Re: FYI: Oblivious HTTP from David Benjamin on 2021-01-30 (ietf-http-wg@w3.org from January to March 2021)

From: David Benjamin <davidben@chromium.org>
Date: Fri, 29 Jan 2021 20:08:19 -0500
To: Martin Thomson <mt@lowentropy.net>
Cc: Roy Fielding <fielding@gbiv.com>, HTTP Working Group <ietf-http-wg@w3.org>
Message-ID: <CAF8qwaCdK6zodL5QGmMSM4U80NdSiZ+KZ16-u2_SypiEo62Ocg@mail.gmail.com>
On Thu, Jan 28, 2021 at 7:23 PM Martin Thomson <mt@lowentropy.net> wrote:

> I think that it might be best to respond with a little more context on
> what I believe the potential application of oblivious HTTP would be.  The
> draft doesn't really go into that, because that isn't really a good place
> to capture these sorts of things.
>
> Just to set this aside, I don't see this as building toward replicating
> something like Tor.  There are obvious parallels, but the two approaches
> have very different assumptions about trust and the incentives of various
> actors.  Tor, as a system, is also far more complex and ambitious.  So, by
> all means look for parallels in Tor, but understand that this has very
> different models for both the threats it considers and the environment it
> might be deployed in.
>
> The other thing that I think is important to understand is that - at least
> from my perspective - the goal is not to carry any significant proportion
> of HTTP requests.  For instance, I don't see this being used for web
> browsing.  If we're willing to echo cookies, then you can safely assume
> that we won't be making those requests oblivious.  And many other cases
> benefit from being able to establish some sort of continuity, if only to
> deal with denial of service risks.  Each application would have to be
> assessed on its own.
>
> The things that we're talking about using this are those cases where we
> have identified a privacy risk associated with having a server being able
> to link requests.  The original case in research was DNS queries, where it
> has been shown that building profiles of users based on their DNS activity
> has poor privacy properties.  At Mozilla, we're also considering this style
> of approach in other places that browsers make requests with information
> that might be sensitive, like telemetry reporting.
>
> There are non-trivial costs associated with setting this up.  As a proxy
> needs to be run by a separate entity, but they don't see any direct benefit
> from the service they provide, you have to arrange for their costs to be
> met somehow.  You need to do so in a way that the server can ensure that
> the proxy is not enabling DoS attacks, while also retaining sufficient
> independence that clients can trust the proxy.  This is harder as the use
> cases become more general, but we believe that this can be arranged for
> certain specific cases.
>
> Does the explanation about applicability help?  I realize now that I
> shouldn't have left this up to inference, and the draft should probably at
> least address the point directly, so I'll make sure that the next version
> does something about that.
>

I agree the draft should talk about this. I initially read it as intending
a general replacement for proxying strategies, which seemed odd. As you
note, in more stateful contexts like web browsing, the correlation
boundaries are so much larger than a request that this probably doesn't buy
much over simply partitioning connection pools. Whereas I could see
applications with more standalone requests wanting different tradeoffs.

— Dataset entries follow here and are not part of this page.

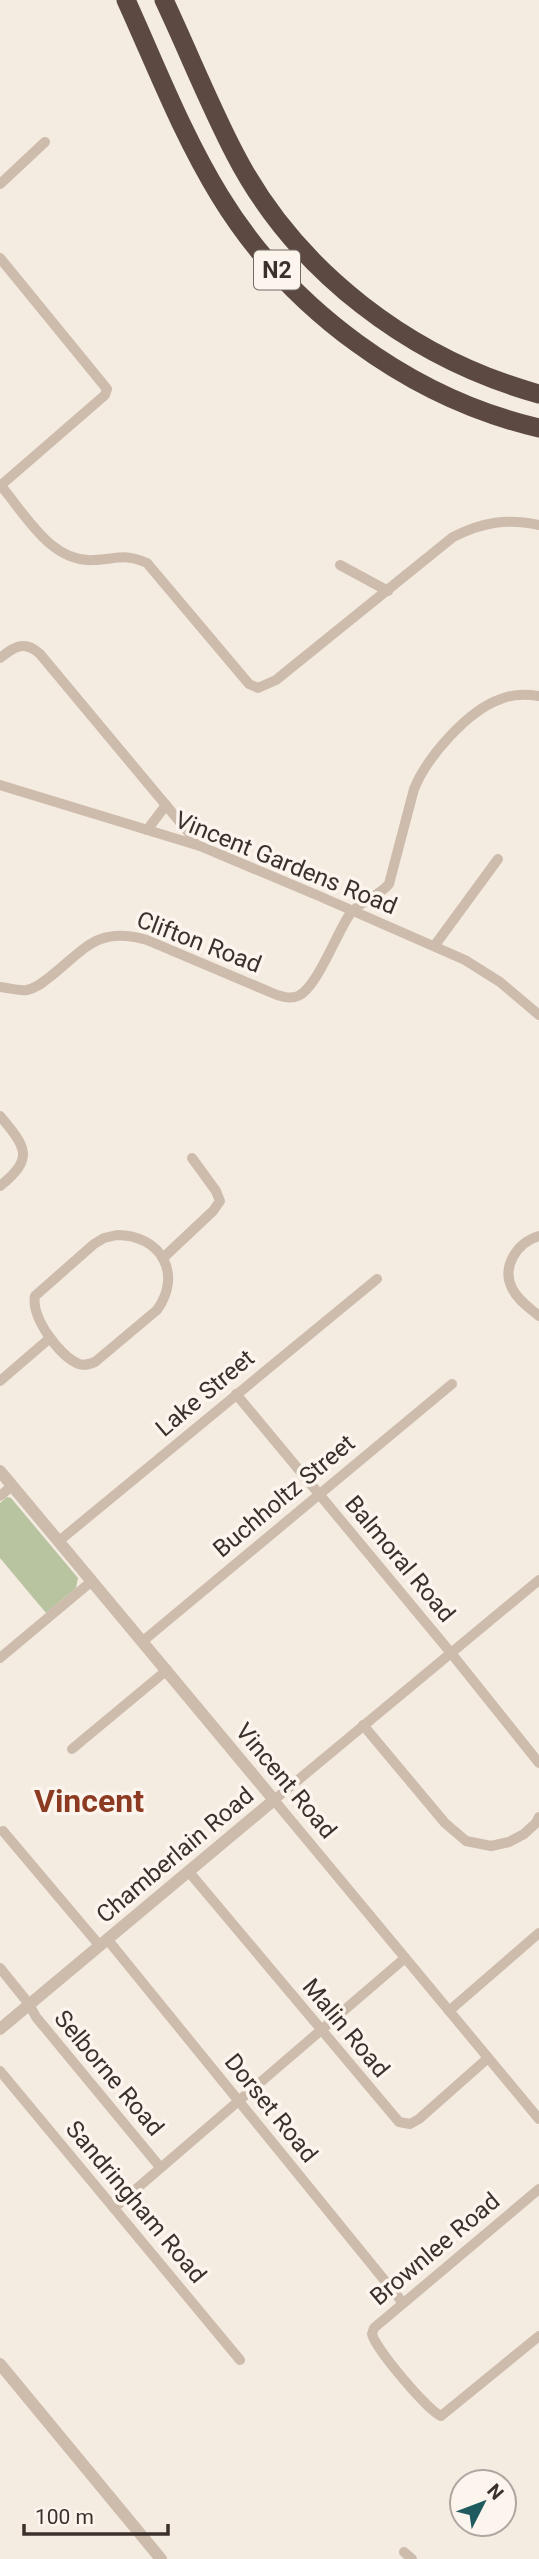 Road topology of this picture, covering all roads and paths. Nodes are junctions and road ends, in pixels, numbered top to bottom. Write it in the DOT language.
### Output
graph roads {
  1 [pos="126,0"];
  2 [pos="164,0"];
  3 [pos="177,0"];
  4 [pos="45,142"];
  5 [pos="0,184"];
  6 [pos="280,225"];
  7 [pos="0,258"];
  8 [pos="539,394"];
  9 [pos="539,428"];
  10 [pos="0,486"];
  11 [pos="539,525"];
  12 [pos="340,565"];
  13 [pos="388,591"];
  14 [pos="0,658"];
  15 [pos="539,696"];
  16 [pos="0,785"];
  17 [pos="166,805"];
  18 [pos="147,830"];
  19 [pos="200,846"];
  20 [pos="498,859"];
  21 [pos="352,911"];
  22 [pos="435,945"];
  23 [pos="0,987"];
  24 [pos="539,1015"];
  25 [pos="0,1116"];
  26 [pos="192,1158"];
  27 [pos="0,1186"];
  28 [pos="539,1236"];
  29 [pos="163,1258"];
  30 [pos="377,1279"];
  31 [pos="539,1316"];
  32 [pos="50,1338"];
  33 [pos="0,1381"];
  34 [pos="452,1384"];
  35 [pos="236,1394"];
  36 [pos="0,1471"];
  37 [pos="12,1486"];
  38 [pos="319,1494"];
  39 [pos="0,1496"];
  40 [pos="60,1541"];
  41 [pos="539,1580"];
  42 [pos="92,1581"];
  43 [pos="142,1641"];
  44 [pos="451,1653"];
  45 [pos="0,1658"];
  46 [pos="167,1670"];
  47 [pos="363,1726"];
  48 [pos="72,1749"];
  49 [pos="539,1763"];
  50 [pos="274,1800"];
  51 [pos="539,1817"];
  52 [pos="3,1831"];
  53 [pos="189,1872"];
  54 [pos="539,1933"];
  55 [pos="103,1942"];
  56 [pos="405,1958"];
  57 [pos="0,1968"];
  58 [pos="29,2004"];
  59 [pos="449,2011"];
  60 [pos="0,2029"];
  61 [pos="322,2032"];
  62 [pos="488,2058"];
  63 [pos="0,2071"];
  64 [pos="239,2102"];
  65 [pos="539,2119"];
  66 [pos="160,2167"];
  67 [pos="539,2189"];
  68 [pos="114,2208"];
  69 [pos="402,2303"];
  70 [pos="539,2336"];
  71 [pos="240,2360"];
  72 [pos="0,2364"];
  73 [pos="161,2559"];
  1 -- 9 [label="highway, N2"];
  2 -- 6 [label="highway, N2"];
  3 -- 6 [label="highway"];
  4 -- 5 [label="street"];
  6 -- 8 [label="highway, N2"];
  7 -- 10 [label="street"];
  10 -- 13 [label="street"];
  11 -- 13 [label="street"];
  12 -- 13 [label="street"];
  14 -- 17 [label="street"];
  15 -- 21 [label="street"];
  16 -- 18 [label="street, Vincent Gardens Road"];
  17 -- 18 [label="street"];
  17 -- 19 [label="street"];
  18 -- 19 [label="street, Vincent Gardens Road"];
  19 -- 21 [label="street, Vincent Gardens Road"];
  20 -- 22 [label="street"];
  21 -- 22 [label="street, Vincent Gardens Road"];
  21 -- 23 [label="street, Clifton Road"];
  22 -- 24 [label="street, Vincent Gardens Road"];
  25 -- 27 [label="street"];
  26 -- 29 [label="street"];
  28 -- 31 [label="street"];
  29 -- 32 [label="street"];
  29 -- 32 [label="street"];
  30 -- 35 [label="street, Lake Street"];
  32 -- 33 [label="street"];
  34 -- 38 [label="street, Buchholtz Street"];
  35 -- 38 [label="street, Balmoral Road"];
  35 -- 40 [label="street, Lake Street"];
  36 -- 37 [label="street, Vincent Road"];
  37 -- 39 [label="street"];
  37 -- 40 [label="street, Vincent Road"];
  38 -- 43 [label="street, Buchholtz Street"];
  38 -- 44 [label="street, Balmoral Road"];
  40 -- 42 [label="street, Vincent Road"];
  41 -- 44 [label="street, Chamberlain Road"];
  42 -- 43 [label="street, Vincent Road"];
  42 -- 45 [label="street"];
  43 -- 46 [label="street, Vincent Road"];
  44 -- 47 [label="street, Chamberlain Road"];
  44 -- 49 [label="street, Balmoral Road"];
  46 -- 48 [label="street"];
  46 -- 50 [label="street, Vincent Road"];
  47 -- 50 [label="street, Chamberlain Road"];
  47 -- 51 [label="street"];
  50 -- 53 [label="street, Chamberlain Road"];
  50 -- 56 [label="street, Vincent Road"];
  52 -- 55 [label="street, Dorset Road"];
  53 -- 55 [label="street, Chamberlain Road"];
  53 -- 61 [label="street, Malin Road"];
  54 -- 59 [label="street"];
  55 -- 58 [label="street, Chamberlain Road"];
  55 -- 64 [label="street, Dorset Road"];
  56 -- 59 [label="street, Vincent Road"];
  56 -- 61 [label="street"];
  57 -- 58 [label="street, Selborne Road"];
  58 -- 60 [label="street, Chamberlain Road"];
  58 -- 66 [label="street, Selborne Road"];
  59 -- 62 [label="street, Vincent Road"];
  61 -- 62 [label="street, Malin Road"];
  61 -- 64 [label="street"];
  62 -- 65 [label="street, Vincent Road"];
  63 -- 68 [label="street, Sandringham Road"];
  64 -- 66 [label="street"];
  64 -- 69 [label="street, Dorset Road"];
  66 -- 68 [label="street"];
  67 -- 69 [label="street, Brownlee Road"];
  68 -- 71 [label="street, Sandringham Road"];
  69 -- 70 [label="street, Brownlee Road"];
  72 -- 73 [label="street"];
}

One comment on the privacy properties here: the requests are only as
uncorrelated as the key configurations used by the client. In the online
HTTPS fetch model described here, if each client independently fetches, the
server could maintain many configs and serve a different one each time. I
assume that the client will cache the key configuration (otherwise it needs
a new fetch per request, at which point it may as well just tunnel HTTPS),
which means clients can be identified, or partially identified by their
keys. This is helped a bit by the small keyID size: the server gets 8 bits
plus a couple more from algorithm selections, and then the rest must come
from trial decryption. But how well this mitigates it depends on volume and
whether this could be combined with information in the requests themselves.
(E.g. telemetry reports may reveal platform information or rough
performance characteristics.) That's probably worth some text, both on the
privacy implications of the suggested configuration model, and on privacy
implications of configuration models in general.

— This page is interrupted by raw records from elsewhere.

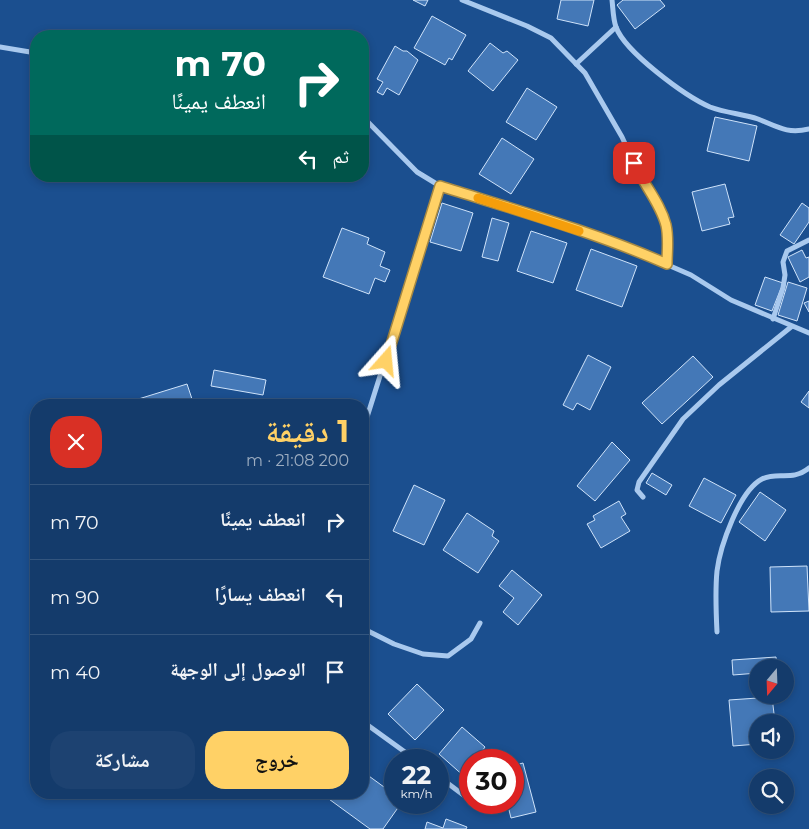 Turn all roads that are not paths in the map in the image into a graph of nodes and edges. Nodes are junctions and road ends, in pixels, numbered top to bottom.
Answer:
1 (462, 0) edge
2 (612, 0) edge
3 (616, 27) junction
4 (0, 47) edge
5 (30, 52) edge
6 (576, 64) junction
7 (369, 123) edge
8 (809, 128) edge
9 (440, 186) junction
10 (809, 240) edge
11 (667, 264) junction
12 (773, 319) junction
13 (790, 327) junction
14 (809, 333) edge
15 (369, 411) edge
16 (809, 468) edge
17 (643, 497) dead end
18 (480, 623) dead end
19 (369, 632) edge
20 (717, 632) dead end
21 (369, 726) edge
22 (401, 749) edge

1 - 6 street
2 - 3 street
3 - 6 street
3 - 8 street
4 - 5 street
6 - 11 street
7 - 9 street
9 - 11 street
9 - 15 street
10 - 12 street
11 - 12 street
12 - 13 street
13 - 14 street
13 - 17 street
16 - 20 street
18 - 19 street
21 - 22 street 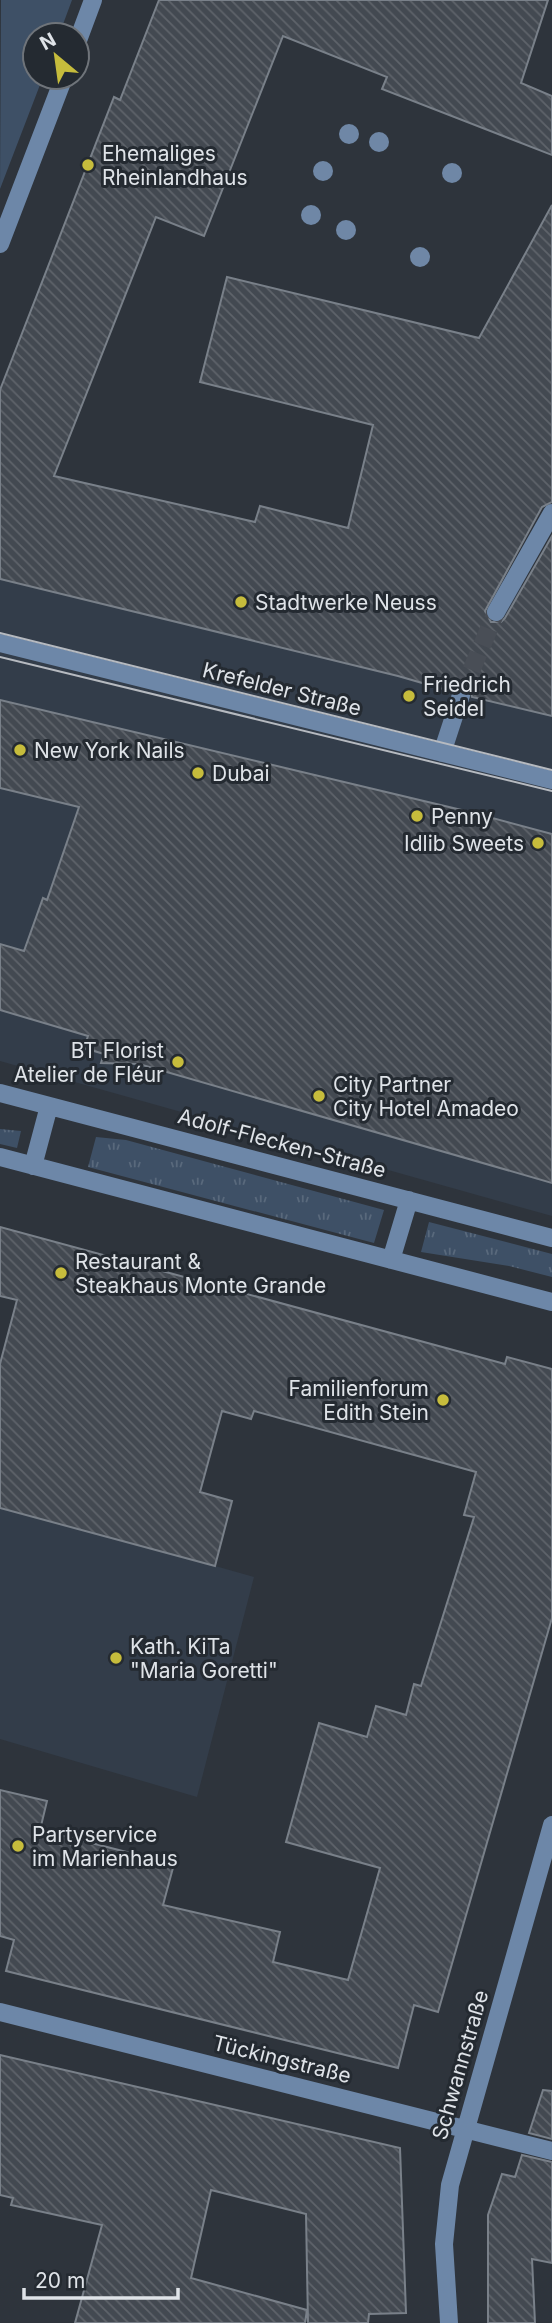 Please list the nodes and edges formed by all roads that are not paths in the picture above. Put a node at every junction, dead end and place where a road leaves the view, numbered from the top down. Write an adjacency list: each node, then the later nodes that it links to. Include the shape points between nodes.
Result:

Alternatively, the proxy could cache and serve the key configuration. Then
everyone behind the same proxy uses the same config. Though you'd then need
some kind of offline authentication on the config, such as SXGs.

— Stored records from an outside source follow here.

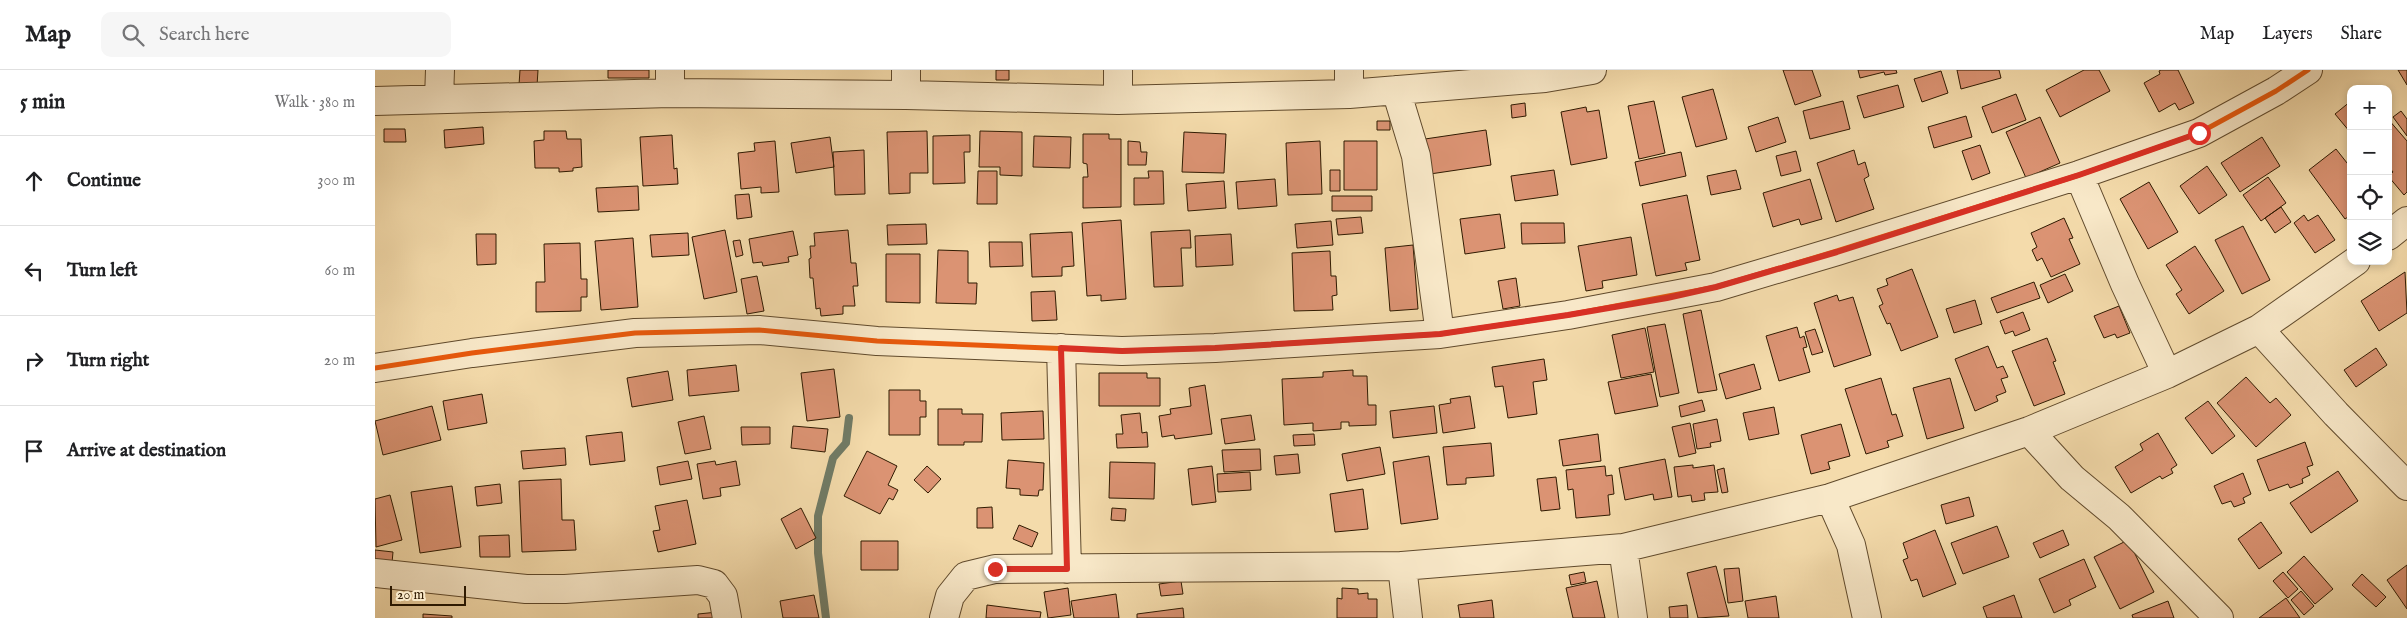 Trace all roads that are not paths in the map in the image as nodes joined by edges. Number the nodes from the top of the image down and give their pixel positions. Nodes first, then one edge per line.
1 (440, 70) edge
2 (1118, 70) edge
3 (1592, 70) edge
4 (2308, 70) edge
5 (670, 81) edge
6 (905, 82) edge
7 (1349, 82) edge
8 (1396, 90) junction
9 (439, 99) junction
10 (1118, 100) junction
11 (375, 101) edge
12 (2079, 175) junction
13 (2407, 221) edge
14 (2392, 233) edge
15 (2350, 265) edge
16 (2259, 329) junction
17 (1440, 334) junction
18 (1061, 348) junction
19 (375, 368) edge
20 (2167, 374) junction
21 (2029, 432) junction
22 (2407, 486) edge
23 (1830, 498) junction
24 (1623, 548) junction
25 (1402, 566) junction
26 (1067, 569) junction
27 (375, 573) edge
28 (727, 618) edge
29 (944, 618) edge
30 (1408, 618) edge
31 (1633, 618) edge
32 (1867, 618) edge
33 (2219, 618) edge

1 - 9 street
2 - 10 street
3 - 8 street
4 - 12 street
5 - 6 street
5 - 9 street
6 - 10 street
7 - 8 street
7 - 10 street
8 - 17 street
9 - 11 street
12 - 17 street
12 - 20 street
13 - 14 street
15 - 16 street
16 - 20 street
16 - 22 street
17 - 18 street
18 - 19 street
18 - 26 street
20 - 21 street
21 - 23 street
21 - 33 street
23 - 24 street
23 - 32 street
24 - 25 street
24 - 31 street
25 - 26 street
25 - 30 street
26 - 29 street
27 - 28 street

I think the draft should also discuss the security implications a bit more,
since it's replacing the guarantees you'd otherwise get from proxying
HTTPS. Some things that came to mind:

- Related to all the online vs offline signature excitement, the client
probably needs to enforce a time bound on key configurations, in order to
contain the effects of a temporary compromise.

- Like TLS 1.3 0-RTT, encapsulated requests don't have replay protections
and lack forward secrecy. This shouldn't be used where replay protection
matters, and key configurations should be rotated frequently.

- Unlike TLS 1.3 0-RTT, encapsulated responses also lack forward secrecy.
(If it's an issue, I suppose you could fix this by doing a second HPKE in
the other direction and binding the two together.)

David
Received on Saturday, 30 January 2021 01:08:49 UTC